DENPASAR, Terdepan.id — Proses verifikasi klaim jaminan kesehatan nasional kini semakin terdigitalisasi dengan pemanfaatan teknologi modern. Sistem audit klaim BPJS Kesehatan yang mengandalkan kecerdasan buatan (artificial intelligence/AI) kerap memberikan penandaan khusus atau flagging terhadap berkas pengajuan biaya perawatan dari fasilitas kesehatan rujukan tingkat lanjutan (FKRTL). Kendati demikian, status penandaan tersebut bukan berarti rumah sakit telah melakukan pelanggaran atau kesalahan penagihan.
Penegasan tersebut disampaikan oleh praktisi manajemen klaim kesehatan, dr. Ni Luh Oka Puriayuni, S.Ked, C.DCAP, yang saat ini menjabat sebagai Kepala Unit Pelayanan BPJS di Bali Royal Hospital. Berdasarkan pengalamannya mengelola administrasi jaminan kesehatan, sistem otomatisasi audit membaca anomali semata-mata berdasarkan kombinasi kode diagnosis dan tindakan medis.
“Kadang berupa flagging. Jadi mereka hanya berdasarkan kode, terus klaimnya terkena audit. Nah, untuk menjelaskan atau menyanggah terkait dengan apa yang sudah diaudit oleh BPJS, cara menjawabnya itu yang saya simpulkan dalam buku panduan,” ujar dr. Ayuni dalam keterangannya di Denpasar.
Perjalanan Regulasi dan Adaptasi Fasilitas Kesehatan
Kebutuhan terhadap pemahaman regulasi klaim BPJS Kesehatan bermula dari pengalaman lapangan dr. Ayuni saat beralih tugas dari Fasilitas Kesehatan Tingkat Pertama (FKTP) ke rumah sakit swasta.
- Fase Awal di Layanan Primer (Pra-2019): Mengawali karier di Puskesmas Pagedangan, Kabupaten Tangerang, dr. Ayuni menguasai mekanisme kapitasi dan penagihan non-kapitasi untuk layanan kesehatan primer.
- Transisi ke Rumah Sakit Rujukan (September 2019): Mulai bertugas di Bali Royal Hospital, ia menghadapi kompleksitas sistem pembiayaan berbasis Indonesian Case Based Groups (INA-CBGs) yang membutuhkan pemahaman mendalam terkait pengkodean ICD-10 dan ICD-9-CM.

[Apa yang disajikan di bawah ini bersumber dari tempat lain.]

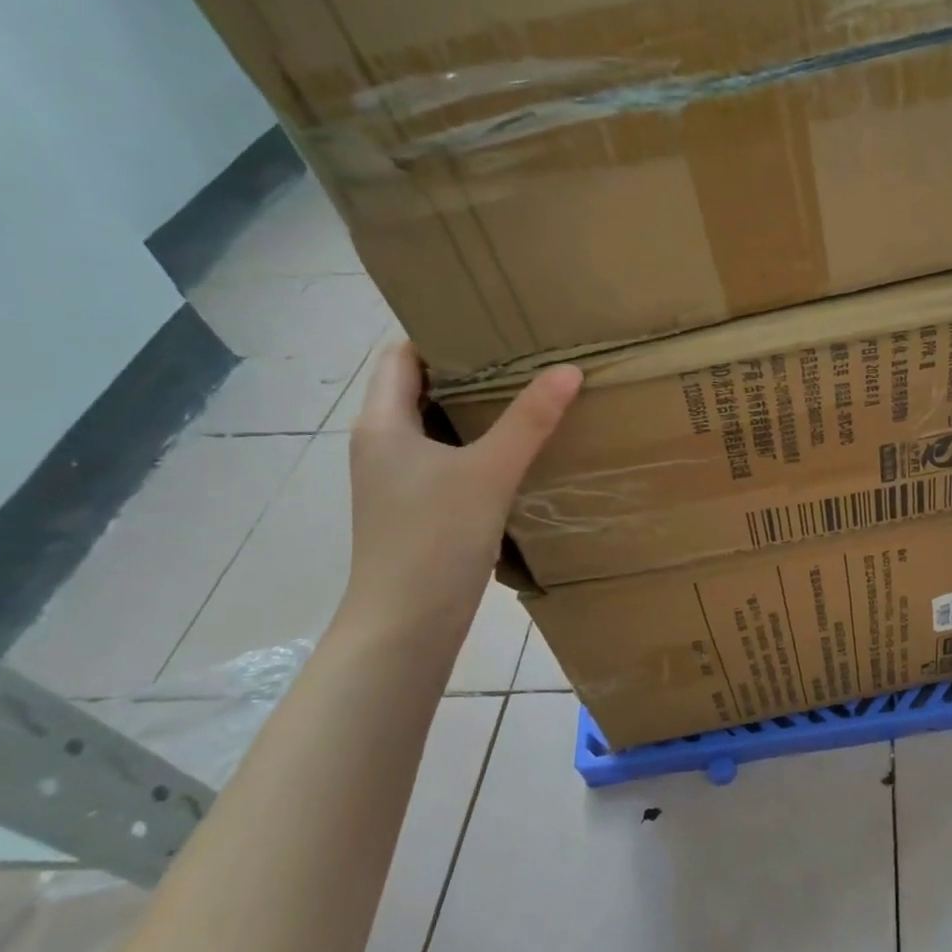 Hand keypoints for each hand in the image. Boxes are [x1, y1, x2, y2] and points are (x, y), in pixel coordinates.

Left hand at [343, 343, 581, 635]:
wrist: (406, 625)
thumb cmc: (434, 539)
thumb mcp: (489, 472)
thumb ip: (529, 421)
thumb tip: (569, 369)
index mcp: (383, 424)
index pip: (401, 357)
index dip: (440, 335)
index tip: (492, 326)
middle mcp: (383, 445)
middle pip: (421, 389)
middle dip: (469, 372)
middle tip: (525, 356)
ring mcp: (399, 481)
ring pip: (438, 429)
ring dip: (477, 412)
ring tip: (530, 396)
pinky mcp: (419, 510)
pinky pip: (449, 461)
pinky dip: (479, 448)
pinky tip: (519, 453)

- Penyusunan Rangkuman Regulasi (2019–Sekarang): Belajar secara autodidak, ia mengompilasi ratusan regulasi Kementerian Kesehatan dan BPJS Kesehatan menjadi panduan sistematis untuk menghadapi sengketa klaim dan proses audit berkala.
Menghadapi Flagging Berbasis Kecerdasan Buatan
Pemanfaatan kecerdasan buatan dalam sistem BPJS Kesehatan bertujuan untuk mendeteksi potensi inefisiensi anggaran secara cepat. Namun, algoritma audit kerap kali menandai klaim yang secara klinis sah akibat variasi tata laksana medis antar-pasien yang tidak sepenuhnya terakomodasi dalam rumus baku pengkodean.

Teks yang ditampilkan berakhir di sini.